Levels of Misconduct, Levels of Penalty
In calculating overcharge damages, there are three levels of wrongfulness of which a landlord can be guilty: (1) mistake, (2) willfulness, and (3) fraud.
These levels of wrongfulness correspond to three levels of penalty for an overcharge. The penalty for an overcharge by ignorance is a refund of the rent overpaid within the statute of limitations, plain and simple. The penalty for an overcharge by willfulness is triple the rent overpaid within the statute of limitations. The penalty for Thornton fraud (which, we recall, includes common law fraud) is to lower the rent to some artificial rate reaching back to the initiation of the tenancy, and tripling that.
Having three levels of wrongfulness with three corresponding levels of penalty accords well with Anglo-American common law. Victorian England’s “one gallows fits all crimes” policy was a notorious fiasco. Where there is willfulness, the landlord is punished by the exaction of a triple penalty. The more extreme penalty of tripling damages calculated by an artificially lowered rent is reserved those who practiced Thornton fraud. Regina calls these a “limited category of cases.” That limit can only be honored if any sort of wrongdoing does not get lumped into Thornton fraud. But the lower courts have not given definite guidance as to where to draw that line.
Level 1: Mistake
Roberts v. Tishman Speyer Props. LP (Court of Appeals 2009) is a classic case of mistake. The landlords in that case, along with the DHCR, believed incorrectly that apartments could be deregulated during the J-51 tax benefit period. For their ignorance, the landlords were obligated to refund to the tenants the difference between the rent that was paid and the lower rent that should have been paid (“simple damages”). But reliance on incorrect legal authority is not the only example of ignorance. Courts generally regard good-faith reliance on erroneous legal advice as another species of ignorance, the penalty for for which is to refund the rent overcharged in ignorant reliance on the bad advice.
Level 2: Willfulness
The next tier of landlord culpability is willfulness. Here, not only is the landlord wrong in calculating the rent, but the landlord lacks the proof to demonstrate that the rent was correct. While the English word “willful” ordinarily mean “on purpose,” in rent stabilization litigation, it merely means “unable to prove ignorance.” Current cases indicate that the mere exaggeration of individual apartment improvement costs, as long as the improvements really were performed, would be considered a willful overcharge. The punishment for willfulness is that the landlord must pays the tenant triple what the landlord would have paid under ignorance.
Level 3: Fraud
The worst level of landlord culpability is fraud, which includes both common law fraud and the landlord’s fabrication of rental events in collaboration with the tenant. As a penalty, the landlord must pay the tenant (innocent or guilty) three times the difference between the rent reset according to the default formula and what was actually paid.

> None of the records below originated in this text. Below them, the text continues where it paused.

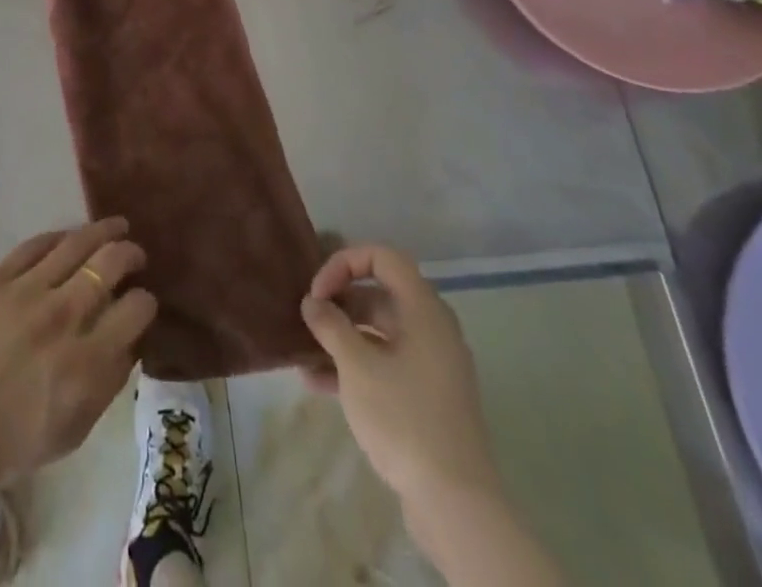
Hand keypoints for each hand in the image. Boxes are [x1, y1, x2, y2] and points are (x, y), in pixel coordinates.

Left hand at [0, 218, 156, 505]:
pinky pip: (36, 244)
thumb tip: (131, 338)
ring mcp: (26, 292)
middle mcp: (61, 318)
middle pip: (110, 263)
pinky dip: (59, 237)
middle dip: (131, 253)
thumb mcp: (75, 430)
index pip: (135, 309)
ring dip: (103, 230)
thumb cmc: (13, 442)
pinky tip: (70, 238)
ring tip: (116, 226)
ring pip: (76, 242)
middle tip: (136, 255)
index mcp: (84, 363)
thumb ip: (109, 382)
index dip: (146, 302)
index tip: (143, 302)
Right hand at [299, 243, 498, 502]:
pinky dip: (356, 366)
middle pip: (379, 295)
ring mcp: (431, 364)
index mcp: (423, 309)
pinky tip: (319, 385)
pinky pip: (386, 363)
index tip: (318, 292)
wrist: (456, 503)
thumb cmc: (405, 417)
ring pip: (379, 333)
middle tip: (308, 321)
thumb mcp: (357, 366)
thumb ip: (331, 326)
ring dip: (342, 338)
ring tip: (305, 354)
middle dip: (339, 303)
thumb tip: (313, 302)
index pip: (383, 257)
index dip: (345, 264)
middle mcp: (431, 328)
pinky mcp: (427, 396)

The “default formula” is not a formula at all, but in many cases an examination of the history of the entire apartment building; and in others, an arcane examination by DHCR of the entire neighborhood, using criteria that are so opaque that this method may be rightly termed “setting the rent by dartboard.” However, when the rent is set by the default formula, it is reliably much lower than when it is set under willfulness, i.e., the reliable rent from four (or six) years earlier than the tenant asserted the complaint against the landlord. As applied, the default formula often has the effect of raising damages from six to seven figures—particularly once the default formula has lowered the legal regulated rent from four to three figures.

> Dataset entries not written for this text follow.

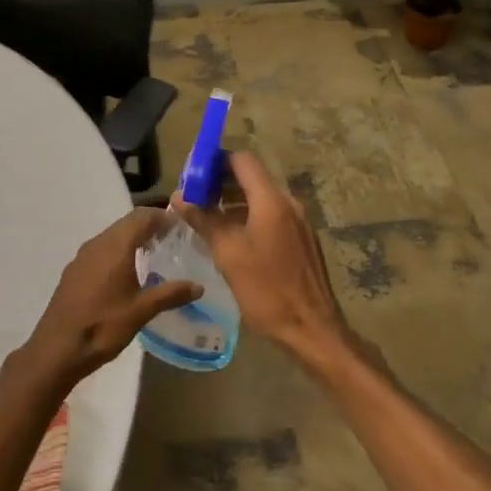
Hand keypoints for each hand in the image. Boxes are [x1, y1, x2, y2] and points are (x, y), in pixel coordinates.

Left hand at [22, 208, 201, 387]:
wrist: (56, 350)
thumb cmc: (102, 326)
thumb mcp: (142, 311)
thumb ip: (171, 294)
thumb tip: (198, 286)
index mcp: (115, 246)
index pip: (142, 216)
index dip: (162, 217)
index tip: (181, 226)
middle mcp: (97, 244)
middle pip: (127, 223)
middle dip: (150, 226)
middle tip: (172, 240)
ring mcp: (82, 257)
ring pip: (112, 236)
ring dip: (133, 238)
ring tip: (153, 255)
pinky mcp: (74, 271)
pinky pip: (101, 250)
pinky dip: (118, 251)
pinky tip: (127, 274)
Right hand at [175, 150, 348, 366]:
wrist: (311, 329)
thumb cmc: (266, 290)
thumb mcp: (228, 254)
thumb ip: (204, 219)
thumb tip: (179, 195)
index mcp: (272, 200)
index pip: (242, 160)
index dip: (215, 161)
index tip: (192, 176)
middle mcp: (289, 203)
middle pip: (252, 177)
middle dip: (221, 183)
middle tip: (194, 199)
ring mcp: (299, 222)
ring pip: (261, 198)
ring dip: (234, 202)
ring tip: (207, 220)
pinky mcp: (302, 240)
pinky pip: (272, 216)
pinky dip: (249, 218)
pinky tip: (232, 240)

Another giant question was left unanswered by Regina: Once a landlord becomes aware of the rent being incorrect and fails to fix it, is this willfulness or fraud?
Unfortunately, no reported appellate case states a rule for failure-to-fix in isolation. All the cases that mention it involve other kinds of misconduct as well. Fixing such misconduct generally consists of setting the rent at the correct rate and then re-registering the apartment with DHCR at that amount.

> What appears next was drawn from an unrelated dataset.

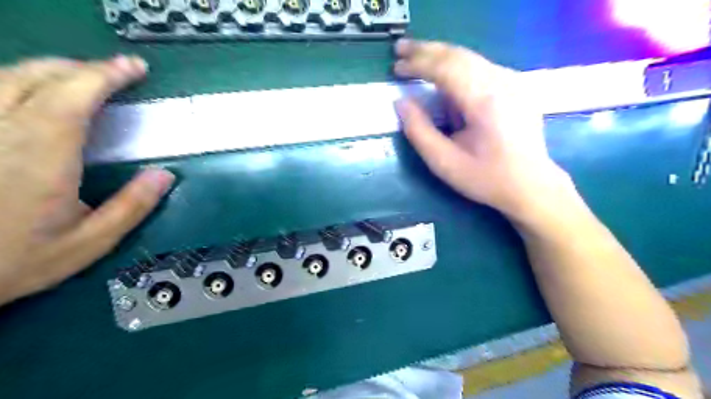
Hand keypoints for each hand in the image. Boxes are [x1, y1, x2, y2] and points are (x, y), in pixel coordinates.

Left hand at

Two aspects of Regina militate against construing mere failure to-fix as Thornton fraud.
First, Regina itself modified a calculation by the Appellate Division which shortchanged the landlord. Had the landlord re-registered the apartment at the rent determined by the Appellate Division, it would have been wrong. (Indeed, prior to Regina, it could not have known what was right.) Thus, it would have been impossible for the landlord to re-register the rent at the correct level. To this tenant advocates respond, “Then the landlord should have registered the rent at the wrong level,” but that argument rings hollow. For how does one rationalize doing the wrong thing purposely?
Second, the examples Regina gives of fraud are all doing things dishonestly (malfeasance). But failure-to-fix is failing to do something (nonfeasance). Regina itself gives no example of fraud that consists of a failure to act, and the Court presumably omitted such examples on purpose.
Often, landlords do try to fix things. However, tenants’ counsel have consistently claimed that these actions were “Too little, too late.” The landlord who does not fix the problem as thoroughly and quickly as possible is going to face a more difficult battle to convince a judge that the landlord did not wait to get caught before making the fix. In Montera v. KMR Amsterdam (2021), the Appellate Division deemed it “too late” when “[t]he owner finally addressed deregulation only after its conduct was revealed by an anonymous complaint.” Clearly, under Montera, “waiting to get caught” is a very low standard. The landlord has to act before then. But conversely, Montera allows for the landlord to avoid the most dire consequences by being prompt in its remedial measures.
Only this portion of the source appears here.